Hassouna was killed along with 10 relatives in an Israeli air strike on her family home in northern Gaza last month, the day after the documentary was announced as part of the ACID Cannes selection.
Farsi welcomed the impact of her film but called on Cannes Festival organisers to denounce Israel's ongoing bombardment of the devastated Palestinian territory.
"There needs to be a real statement," she told AFP. "Saying 'the festival isn't political' makes no sense."
This year's Cannes jury president Juliette Binoche was initially said by organisers to have signed the petition, but her spokeswoman told AFP she had not endorsed it and her name was not published by Liberation.
Other signatories include Jonathan Glazer, the British director of Jewish origin who won an Oscar for his 2023 Auschwitz drama "The Zone of Interest", as well as US star Mark Ruffalo and Spanish actor Javier Bardem.
- War programming -
The Cannes Festival kicks off Tuesday on the French Riviera, with an opening ceremony headlined by Robert De Niro and three films showing the devastation of Russia's war on Ukraine.
Two documentaries featuring Ukrainian President Volodymyr Zelensky and a third film shot on the brutal frontlines of Europe's biggest war in 80 years are to be screened on a "Ukraine Day" of programming.
It is "a reminder of the commitment of artists, authors and journalists to tell the story of this conflict in the heart of Europe", the festival said.
Nothing similar has been planned for the war in Gaza, but the film on Hassouna is set to "honour" her memory, organisers have said previously.
Gazan filmmakers Arab and Tarzan Nasser are also set to showcase their fiction feature set in 2007 in the Palestinian territory in one of the secondary sections of the festival.
The opening film on Tuesday evening is "Leave One Day" by newcomer French director Amelie Bonnin before Hollywood heavyweight De Niro receives an honorary Palme d'Or.
- Depardieu -
De Niro is one of the most outspoken critics of Donald Trump in the American cinema world, with the "Taxi Driver" star often struggling to find words harsh enough for the US president.
Trump has made himself one of the main talking-points in Cannes after announcing on May 5 that he wanted 100-percent tariffs on movies "produced in foreign lands".
The idea sent shockwaves through the film world, although few insiders or experts understand how such a policy could be implemented.
Cannes director Thierry Fremaux talked up the festival's "rich" American film programme on Monday, with movies from Wes Anderson, Richard Linklater, Ari Aster and Kelly Reichardt in the main competition.
"American cinema remains great cinema.

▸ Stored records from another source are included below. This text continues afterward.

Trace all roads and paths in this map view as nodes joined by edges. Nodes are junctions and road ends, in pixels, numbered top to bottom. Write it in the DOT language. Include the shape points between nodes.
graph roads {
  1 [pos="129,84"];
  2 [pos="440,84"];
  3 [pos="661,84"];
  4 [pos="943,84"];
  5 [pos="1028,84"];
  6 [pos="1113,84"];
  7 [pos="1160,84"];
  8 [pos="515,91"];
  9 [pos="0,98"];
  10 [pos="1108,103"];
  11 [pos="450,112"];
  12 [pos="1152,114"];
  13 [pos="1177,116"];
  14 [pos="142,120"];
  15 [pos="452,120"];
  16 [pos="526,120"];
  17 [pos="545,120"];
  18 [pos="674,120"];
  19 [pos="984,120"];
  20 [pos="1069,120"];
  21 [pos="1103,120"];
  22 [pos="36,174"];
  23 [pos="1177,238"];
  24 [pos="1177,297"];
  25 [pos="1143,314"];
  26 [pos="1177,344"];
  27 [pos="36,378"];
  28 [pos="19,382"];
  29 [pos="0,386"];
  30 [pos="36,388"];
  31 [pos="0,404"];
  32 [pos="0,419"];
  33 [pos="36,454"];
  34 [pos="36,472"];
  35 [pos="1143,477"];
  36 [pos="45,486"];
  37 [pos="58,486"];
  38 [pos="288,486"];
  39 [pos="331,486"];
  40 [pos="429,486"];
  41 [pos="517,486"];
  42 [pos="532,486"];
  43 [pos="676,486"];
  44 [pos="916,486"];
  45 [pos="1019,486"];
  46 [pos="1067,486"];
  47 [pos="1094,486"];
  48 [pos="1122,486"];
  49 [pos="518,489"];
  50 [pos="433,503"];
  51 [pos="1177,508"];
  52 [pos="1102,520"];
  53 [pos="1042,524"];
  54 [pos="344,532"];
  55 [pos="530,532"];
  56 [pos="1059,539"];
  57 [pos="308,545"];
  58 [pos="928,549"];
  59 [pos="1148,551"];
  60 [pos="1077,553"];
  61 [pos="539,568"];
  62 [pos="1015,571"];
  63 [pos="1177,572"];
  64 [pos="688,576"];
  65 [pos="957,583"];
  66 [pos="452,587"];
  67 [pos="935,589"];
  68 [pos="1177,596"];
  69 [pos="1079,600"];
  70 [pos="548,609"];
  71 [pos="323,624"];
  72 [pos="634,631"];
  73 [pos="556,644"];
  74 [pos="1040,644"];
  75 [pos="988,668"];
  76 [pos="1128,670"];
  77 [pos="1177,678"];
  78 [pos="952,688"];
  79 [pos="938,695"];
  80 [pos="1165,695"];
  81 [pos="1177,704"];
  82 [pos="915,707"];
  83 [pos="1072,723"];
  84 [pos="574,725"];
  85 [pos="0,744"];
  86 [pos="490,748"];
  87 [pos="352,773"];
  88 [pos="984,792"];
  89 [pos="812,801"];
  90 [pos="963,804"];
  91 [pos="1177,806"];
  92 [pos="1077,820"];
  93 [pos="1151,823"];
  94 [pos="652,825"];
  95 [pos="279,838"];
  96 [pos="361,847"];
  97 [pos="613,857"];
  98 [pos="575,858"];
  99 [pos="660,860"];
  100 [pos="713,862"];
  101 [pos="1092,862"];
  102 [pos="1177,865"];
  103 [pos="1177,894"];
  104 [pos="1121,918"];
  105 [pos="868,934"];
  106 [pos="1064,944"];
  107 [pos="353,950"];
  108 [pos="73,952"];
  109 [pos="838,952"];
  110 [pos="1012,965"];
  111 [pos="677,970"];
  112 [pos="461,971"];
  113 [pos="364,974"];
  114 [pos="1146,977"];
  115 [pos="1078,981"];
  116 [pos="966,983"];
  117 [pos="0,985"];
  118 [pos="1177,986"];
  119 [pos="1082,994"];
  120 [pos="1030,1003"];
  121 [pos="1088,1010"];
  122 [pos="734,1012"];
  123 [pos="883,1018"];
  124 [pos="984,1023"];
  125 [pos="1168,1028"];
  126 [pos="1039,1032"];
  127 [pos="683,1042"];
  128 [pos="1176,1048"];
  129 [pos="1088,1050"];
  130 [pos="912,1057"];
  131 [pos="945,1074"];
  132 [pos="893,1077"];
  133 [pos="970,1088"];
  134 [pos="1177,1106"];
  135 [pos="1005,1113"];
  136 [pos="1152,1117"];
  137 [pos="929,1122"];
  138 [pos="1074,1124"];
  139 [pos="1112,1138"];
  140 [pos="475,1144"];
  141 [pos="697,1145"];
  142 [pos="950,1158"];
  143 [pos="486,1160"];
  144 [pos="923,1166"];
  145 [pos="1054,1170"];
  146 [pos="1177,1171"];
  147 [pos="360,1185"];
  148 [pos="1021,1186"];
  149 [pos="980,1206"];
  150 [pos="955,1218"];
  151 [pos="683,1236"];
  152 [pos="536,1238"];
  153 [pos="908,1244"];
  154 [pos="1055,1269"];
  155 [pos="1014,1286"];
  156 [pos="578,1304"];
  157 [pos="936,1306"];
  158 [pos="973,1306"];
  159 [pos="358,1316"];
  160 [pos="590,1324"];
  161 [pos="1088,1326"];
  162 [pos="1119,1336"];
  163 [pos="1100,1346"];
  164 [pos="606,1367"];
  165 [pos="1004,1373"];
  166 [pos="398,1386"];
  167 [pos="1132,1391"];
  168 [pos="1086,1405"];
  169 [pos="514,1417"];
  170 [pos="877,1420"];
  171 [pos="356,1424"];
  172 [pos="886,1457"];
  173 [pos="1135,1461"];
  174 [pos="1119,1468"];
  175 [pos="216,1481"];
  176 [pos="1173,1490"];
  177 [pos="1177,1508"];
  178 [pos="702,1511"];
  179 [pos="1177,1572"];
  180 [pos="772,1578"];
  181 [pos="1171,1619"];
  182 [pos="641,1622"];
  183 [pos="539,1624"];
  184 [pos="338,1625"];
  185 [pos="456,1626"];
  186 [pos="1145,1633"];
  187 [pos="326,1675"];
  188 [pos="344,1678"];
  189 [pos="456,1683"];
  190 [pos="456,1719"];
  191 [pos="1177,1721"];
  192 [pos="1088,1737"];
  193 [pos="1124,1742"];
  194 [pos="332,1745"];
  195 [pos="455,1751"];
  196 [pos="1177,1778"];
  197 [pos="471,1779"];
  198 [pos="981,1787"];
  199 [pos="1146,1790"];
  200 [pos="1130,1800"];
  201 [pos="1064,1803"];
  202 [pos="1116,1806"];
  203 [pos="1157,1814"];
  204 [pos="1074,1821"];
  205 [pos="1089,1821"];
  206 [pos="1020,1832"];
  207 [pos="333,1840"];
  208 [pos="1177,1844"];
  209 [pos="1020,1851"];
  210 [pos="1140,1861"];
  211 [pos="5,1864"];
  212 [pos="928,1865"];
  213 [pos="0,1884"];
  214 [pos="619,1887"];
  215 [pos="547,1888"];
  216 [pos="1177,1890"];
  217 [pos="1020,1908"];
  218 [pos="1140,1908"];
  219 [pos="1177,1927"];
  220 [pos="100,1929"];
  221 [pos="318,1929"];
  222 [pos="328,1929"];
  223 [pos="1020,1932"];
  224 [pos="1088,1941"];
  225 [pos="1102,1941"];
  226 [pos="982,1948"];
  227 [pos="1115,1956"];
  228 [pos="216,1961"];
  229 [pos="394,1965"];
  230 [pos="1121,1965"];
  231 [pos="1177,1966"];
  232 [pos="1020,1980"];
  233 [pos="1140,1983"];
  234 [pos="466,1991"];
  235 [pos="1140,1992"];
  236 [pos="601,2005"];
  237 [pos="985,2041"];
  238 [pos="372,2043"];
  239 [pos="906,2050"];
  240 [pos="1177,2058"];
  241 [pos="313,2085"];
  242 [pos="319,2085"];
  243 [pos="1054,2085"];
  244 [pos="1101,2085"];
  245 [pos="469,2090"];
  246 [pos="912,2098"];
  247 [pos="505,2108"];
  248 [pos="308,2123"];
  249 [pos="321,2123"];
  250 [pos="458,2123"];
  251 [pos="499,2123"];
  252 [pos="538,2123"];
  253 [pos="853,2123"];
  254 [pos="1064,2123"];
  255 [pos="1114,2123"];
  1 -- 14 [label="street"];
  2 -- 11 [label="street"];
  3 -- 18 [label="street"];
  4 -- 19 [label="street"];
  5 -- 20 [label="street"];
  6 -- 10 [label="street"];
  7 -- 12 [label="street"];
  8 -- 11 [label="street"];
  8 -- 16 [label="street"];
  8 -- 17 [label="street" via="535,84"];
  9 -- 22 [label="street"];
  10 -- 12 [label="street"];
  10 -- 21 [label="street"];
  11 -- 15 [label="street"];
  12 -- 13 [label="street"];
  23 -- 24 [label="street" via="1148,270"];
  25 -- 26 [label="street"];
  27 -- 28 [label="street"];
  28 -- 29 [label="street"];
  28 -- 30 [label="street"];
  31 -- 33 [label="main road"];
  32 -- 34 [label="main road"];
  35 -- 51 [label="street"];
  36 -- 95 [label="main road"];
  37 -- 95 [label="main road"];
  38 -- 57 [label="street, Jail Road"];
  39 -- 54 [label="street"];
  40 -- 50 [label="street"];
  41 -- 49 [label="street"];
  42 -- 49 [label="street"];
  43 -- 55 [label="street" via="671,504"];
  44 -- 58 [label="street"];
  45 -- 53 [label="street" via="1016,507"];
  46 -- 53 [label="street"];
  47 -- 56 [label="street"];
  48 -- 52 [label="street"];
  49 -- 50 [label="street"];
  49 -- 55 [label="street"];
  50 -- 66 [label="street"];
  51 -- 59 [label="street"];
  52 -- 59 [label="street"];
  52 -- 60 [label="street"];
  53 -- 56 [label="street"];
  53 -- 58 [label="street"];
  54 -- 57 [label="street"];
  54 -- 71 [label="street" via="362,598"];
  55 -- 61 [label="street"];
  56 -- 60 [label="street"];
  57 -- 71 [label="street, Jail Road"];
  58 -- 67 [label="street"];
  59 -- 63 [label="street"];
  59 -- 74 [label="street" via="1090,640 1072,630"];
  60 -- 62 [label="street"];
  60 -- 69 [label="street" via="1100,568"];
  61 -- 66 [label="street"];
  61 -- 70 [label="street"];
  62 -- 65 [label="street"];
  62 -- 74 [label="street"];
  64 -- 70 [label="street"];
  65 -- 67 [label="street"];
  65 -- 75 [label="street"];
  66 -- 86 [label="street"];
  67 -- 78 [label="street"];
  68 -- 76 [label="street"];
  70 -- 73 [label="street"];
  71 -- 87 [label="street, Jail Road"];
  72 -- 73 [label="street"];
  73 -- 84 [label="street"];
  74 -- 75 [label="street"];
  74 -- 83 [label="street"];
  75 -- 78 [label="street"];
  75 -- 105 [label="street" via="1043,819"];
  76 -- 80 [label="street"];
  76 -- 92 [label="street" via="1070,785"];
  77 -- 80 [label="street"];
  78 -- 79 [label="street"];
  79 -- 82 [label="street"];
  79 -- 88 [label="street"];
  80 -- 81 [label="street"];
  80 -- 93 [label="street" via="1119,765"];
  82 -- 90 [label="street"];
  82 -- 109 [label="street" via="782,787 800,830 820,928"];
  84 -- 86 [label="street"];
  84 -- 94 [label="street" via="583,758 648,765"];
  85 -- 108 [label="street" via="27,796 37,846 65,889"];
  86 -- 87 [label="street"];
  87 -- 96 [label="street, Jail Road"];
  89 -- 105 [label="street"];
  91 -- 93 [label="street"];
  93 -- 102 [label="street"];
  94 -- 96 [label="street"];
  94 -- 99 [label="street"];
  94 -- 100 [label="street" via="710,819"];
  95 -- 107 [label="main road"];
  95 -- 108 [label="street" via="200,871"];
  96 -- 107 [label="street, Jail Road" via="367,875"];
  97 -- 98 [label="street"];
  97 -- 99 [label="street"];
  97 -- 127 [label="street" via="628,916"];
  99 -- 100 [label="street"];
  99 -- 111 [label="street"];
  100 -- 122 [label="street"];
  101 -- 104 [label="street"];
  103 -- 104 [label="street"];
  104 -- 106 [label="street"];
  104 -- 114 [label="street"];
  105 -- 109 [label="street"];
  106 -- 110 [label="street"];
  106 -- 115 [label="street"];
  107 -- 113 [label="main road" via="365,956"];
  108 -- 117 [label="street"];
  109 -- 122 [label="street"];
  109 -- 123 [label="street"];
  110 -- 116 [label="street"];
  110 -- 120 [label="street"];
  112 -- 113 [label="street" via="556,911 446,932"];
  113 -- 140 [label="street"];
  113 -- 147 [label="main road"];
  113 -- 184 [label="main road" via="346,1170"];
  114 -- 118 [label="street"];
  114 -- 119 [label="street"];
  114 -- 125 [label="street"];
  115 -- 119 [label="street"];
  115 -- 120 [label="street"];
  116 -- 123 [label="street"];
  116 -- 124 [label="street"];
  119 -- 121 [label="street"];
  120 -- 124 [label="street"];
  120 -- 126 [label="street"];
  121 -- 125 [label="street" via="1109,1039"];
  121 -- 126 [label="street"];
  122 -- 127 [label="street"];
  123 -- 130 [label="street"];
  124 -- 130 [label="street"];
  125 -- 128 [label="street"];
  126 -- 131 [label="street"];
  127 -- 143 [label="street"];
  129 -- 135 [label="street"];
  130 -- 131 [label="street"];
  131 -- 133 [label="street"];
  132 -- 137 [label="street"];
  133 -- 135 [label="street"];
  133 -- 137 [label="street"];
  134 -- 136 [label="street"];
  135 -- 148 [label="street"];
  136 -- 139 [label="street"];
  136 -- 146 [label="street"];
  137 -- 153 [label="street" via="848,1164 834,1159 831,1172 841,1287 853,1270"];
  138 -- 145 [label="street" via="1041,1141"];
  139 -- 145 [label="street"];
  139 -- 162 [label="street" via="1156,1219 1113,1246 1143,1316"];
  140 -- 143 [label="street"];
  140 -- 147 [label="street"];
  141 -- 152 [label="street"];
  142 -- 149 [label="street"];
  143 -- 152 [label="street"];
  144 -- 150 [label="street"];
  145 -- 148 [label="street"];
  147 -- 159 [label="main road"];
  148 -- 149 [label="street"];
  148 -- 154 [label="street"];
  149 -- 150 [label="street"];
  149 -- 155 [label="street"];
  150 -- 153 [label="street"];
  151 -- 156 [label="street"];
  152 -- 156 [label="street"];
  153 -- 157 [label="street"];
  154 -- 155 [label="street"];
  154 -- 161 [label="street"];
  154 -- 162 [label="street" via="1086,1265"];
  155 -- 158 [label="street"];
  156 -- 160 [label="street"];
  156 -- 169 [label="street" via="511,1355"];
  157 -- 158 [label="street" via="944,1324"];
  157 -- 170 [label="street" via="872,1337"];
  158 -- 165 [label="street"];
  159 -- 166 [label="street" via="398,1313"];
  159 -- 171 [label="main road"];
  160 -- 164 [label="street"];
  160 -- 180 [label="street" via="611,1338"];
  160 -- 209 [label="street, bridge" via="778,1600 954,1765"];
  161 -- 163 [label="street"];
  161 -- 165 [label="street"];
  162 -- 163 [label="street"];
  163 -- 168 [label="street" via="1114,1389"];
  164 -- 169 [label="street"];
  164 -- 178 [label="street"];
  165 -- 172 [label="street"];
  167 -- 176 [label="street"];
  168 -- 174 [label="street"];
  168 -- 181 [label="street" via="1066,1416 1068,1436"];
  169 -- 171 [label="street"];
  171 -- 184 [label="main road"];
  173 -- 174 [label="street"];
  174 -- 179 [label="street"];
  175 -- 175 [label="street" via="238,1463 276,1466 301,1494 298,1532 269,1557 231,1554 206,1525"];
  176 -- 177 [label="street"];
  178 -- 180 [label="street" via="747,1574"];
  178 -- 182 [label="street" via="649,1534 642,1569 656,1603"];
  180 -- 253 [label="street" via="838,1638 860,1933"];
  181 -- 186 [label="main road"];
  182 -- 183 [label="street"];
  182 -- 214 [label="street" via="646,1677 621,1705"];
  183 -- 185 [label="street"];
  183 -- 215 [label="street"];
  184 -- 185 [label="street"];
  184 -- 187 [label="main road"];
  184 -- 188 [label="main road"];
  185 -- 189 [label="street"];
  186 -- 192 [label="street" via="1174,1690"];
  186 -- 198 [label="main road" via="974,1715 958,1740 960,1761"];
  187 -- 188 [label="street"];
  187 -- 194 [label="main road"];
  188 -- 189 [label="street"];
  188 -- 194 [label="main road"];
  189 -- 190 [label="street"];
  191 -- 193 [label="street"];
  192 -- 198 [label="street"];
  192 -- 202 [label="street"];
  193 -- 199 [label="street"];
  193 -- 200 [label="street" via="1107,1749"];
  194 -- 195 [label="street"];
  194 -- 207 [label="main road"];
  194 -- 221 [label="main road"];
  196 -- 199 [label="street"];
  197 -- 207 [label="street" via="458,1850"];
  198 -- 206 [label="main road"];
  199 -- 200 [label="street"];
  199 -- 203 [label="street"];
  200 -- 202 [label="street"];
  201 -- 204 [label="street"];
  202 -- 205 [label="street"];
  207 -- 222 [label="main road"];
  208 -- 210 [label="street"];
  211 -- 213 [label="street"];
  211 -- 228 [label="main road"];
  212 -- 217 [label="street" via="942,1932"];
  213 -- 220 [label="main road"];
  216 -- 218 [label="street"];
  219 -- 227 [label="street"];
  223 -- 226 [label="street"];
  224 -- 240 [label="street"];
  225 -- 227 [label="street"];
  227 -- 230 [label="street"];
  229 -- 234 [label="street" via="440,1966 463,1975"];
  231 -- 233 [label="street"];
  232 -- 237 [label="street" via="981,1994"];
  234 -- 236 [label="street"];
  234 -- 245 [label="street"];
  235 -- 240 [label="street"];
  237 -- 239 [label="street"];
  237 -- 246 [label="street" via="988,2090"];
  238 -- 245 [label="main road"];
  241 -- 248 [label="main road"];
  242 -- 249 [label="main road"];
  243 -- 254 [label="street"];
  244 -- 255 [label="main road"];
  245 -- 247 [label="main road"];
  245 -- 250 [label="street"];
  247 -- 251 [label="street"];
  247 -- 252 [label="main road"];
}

The United States remains a great country of cinema," he said.
Off-screen news in France is also likely to overshadow the red-carpet action in Cannes on Tuesday, with French film icon Gerard Depardieu facing a verdict in a sexual harassment case in Paris.
Depardieu, who has acted in more than 200 films and television series, is the highest-profile figure caught up in France's response to the #MeToo movement against sexual violence.
- Cruise in town -
While independent cinema forms the core of the Cannes festival, organisers also hand over part of the programme to major Hollywood studios to promote their blockbusters.
Tom Cruise is set to return to the Riviera for the premiere of the latest instalment of his "Mission: Impossible" franchise on Thursday, three years after he lit up the festival while promoting "Top Gun: Maverick".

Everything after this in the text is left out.